For the entries below, how many lines include the word "dead"? Give the figure and nothing more.

◆ **Given data**:
Start of Block
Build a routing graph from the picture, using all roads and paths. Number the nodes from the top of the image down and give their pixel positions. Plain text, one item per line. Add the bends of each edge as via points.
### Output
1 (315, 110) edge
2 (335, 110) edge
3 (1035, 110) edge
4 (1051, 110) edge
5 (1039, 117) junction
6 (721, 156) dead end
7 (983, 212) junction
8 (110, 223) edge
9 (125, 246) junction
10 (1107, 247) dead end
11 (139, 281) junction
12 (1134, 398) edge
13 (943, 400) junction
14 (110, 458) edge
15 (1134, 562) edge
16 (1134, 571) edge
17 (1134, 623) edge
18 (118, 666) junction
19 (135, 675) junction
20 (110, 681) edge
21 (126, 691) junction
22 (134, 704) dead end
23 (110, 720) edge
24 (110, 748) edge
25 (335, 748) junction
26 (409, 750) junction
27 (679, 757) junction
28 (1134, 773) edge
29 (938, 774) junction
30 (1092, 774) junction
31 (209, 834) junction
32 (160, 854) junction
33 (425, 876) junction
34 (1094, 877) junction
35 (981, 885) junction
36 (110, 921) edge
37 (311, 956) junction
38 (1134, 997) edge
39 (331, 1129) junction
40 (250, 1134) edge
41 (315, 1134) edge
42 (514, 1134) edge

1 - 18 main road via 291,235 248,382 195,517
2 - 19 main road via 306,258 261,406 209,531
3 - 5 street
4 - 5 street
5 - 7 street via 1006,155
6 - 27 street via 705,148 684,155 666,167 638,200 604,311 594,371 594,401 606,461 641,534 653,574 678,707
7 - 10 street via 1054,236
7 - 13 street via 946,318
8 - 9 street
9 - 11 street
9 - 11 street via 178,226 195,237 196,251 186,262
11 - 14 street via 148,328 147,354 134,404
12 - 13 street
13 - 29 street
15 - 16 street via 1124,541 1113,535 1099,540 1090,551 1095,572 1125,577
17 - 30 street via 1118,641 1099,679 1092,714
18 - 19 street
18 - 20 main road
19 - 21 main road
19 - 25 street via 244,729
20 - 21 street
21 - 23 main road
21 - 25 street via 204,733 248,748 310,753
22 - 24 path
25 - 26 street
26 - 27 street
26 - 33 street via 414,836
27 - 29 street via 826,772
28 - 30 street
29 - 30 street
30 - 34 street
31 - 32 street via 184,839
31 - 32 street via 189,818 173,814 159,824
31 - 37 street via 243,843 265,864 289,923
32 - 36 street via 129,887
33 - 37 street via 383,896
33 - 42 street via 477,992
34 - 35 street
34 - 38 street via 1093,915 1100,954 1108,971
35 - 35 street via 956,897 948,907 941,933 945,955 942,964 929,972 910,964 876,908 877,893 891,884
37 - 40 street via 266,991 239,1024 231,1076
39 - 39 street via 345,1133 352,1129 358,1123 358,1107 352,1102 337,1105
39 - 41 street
End of Block
◆ **Written solution**:
3